### Work item
Retrieve each line that contains the word "main" from the entries below.

##### Provided information #####

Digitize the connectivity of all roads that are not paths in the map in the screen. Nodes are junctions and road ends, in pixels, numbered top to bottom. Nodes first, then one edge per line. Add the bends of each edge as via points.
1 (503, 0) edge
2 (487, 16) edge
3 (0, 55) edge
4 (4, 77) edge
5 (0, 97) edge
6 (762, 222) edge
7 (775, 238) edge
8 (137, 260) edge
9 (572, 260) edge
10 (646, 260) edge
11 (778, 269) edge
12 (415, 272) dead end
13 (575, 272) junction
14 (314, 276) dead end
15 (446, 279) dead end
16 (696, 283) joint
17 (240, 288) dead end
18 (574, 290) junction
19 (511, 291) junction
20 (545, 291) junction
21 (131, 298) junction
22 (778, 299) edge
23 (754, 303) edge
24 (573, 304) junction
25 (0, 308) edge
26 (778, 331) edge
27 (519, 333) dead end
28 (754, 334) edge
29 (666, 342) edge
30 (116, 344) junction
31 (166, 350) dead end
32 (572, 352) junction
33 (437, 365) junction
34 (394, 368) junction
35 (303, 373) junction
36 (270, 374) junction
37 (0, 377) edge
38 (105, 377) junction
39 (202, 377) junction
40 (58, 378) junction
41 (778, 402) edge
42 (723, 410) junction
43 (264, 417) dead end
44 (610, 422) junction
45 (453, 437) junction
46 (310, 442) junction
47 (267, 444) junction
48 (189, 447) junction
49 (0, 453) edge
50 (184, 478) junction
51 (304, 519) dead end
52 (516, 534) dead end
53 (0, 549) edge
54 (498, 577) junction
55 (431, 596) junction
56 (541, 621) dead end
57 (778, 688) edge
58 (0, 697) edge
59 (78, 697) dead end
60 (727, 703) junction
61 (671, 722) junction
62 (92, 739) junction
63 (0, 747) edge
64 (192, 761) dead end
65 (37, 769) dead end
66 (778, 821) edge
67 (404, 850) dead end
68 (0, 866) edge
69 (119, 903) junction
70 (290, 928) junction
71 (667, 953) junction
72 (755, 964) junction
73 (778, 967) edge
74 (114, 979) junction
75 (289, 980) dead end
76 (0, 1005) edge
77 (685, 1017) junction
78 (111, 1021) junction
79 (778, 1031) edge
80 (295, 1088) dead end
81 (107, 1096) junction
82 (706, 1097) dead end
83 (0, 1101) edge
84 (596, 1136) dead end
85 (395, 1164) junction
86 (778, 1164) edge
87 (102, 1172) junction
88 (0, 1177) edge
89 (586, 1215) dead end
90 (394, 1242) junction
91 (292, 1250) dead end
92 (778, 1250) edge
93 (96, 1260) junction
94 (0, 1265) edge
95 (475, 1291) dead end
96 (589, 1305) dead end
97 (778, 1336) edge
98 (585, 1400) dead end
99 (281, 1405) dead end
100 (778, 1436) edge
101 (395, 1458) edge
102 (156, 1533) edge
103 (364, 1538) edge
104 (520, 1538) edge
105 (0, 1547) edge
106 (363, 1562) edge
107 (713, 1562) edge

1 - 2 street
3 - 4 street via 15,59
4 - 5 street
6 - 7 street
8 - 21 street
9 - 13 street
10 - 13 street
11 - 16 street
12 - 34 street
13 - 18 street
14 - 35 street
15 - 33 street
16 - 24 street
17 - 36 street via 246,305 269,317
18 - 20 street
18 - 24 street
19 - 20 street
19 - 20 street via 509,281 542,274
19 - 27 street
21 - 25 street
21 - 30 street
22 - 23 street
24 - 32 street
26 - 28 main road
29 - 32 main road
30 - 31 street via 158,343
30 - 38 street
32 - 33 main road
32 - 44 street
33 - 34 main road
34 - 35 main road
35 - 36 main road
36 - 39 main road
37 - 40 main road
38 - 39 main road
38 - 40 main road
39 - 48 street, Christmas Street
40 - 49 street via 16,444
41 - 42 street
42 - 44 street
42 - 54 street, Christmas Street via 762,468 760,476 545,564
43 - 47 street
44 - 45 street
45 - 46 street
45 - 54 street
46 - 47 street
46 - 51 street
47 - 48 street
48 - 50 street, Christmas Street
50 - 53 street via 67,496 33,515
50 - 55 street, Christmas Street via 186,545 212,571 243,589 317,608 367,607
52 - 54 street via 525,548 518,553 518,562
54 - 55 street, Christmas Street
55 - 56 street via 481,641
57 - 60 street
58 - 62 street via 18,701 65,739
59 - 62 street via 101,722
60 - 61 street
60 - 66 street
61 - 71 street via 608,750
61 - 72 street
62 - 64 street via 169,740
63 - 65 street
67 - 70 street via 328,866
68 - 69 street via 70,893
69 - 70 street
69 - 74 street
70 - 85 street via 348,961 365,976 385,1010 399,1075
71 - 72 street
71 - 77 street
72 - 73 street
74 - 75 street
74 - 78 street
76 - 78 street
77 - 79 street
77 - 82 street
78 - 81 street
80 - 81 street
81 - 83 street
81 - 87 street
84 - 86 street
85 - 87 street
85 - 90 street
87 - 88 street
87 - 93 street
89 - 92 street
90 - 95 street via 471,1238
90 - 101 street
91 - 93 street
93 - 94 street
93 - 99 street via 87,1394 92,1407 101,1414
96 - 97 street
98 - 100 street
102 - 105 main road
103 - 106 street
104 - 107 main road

#####

### Written response
26 - 28 main road
29 - 32 main road
32 - 33 main road
33 - 34 main road
34 - 35 main road
35 - 36 main road
36 - 39 main road
37 - 40 main road
38 - 39 main road
38 - 40 main road
102 - 105 main road
104 - 107 main road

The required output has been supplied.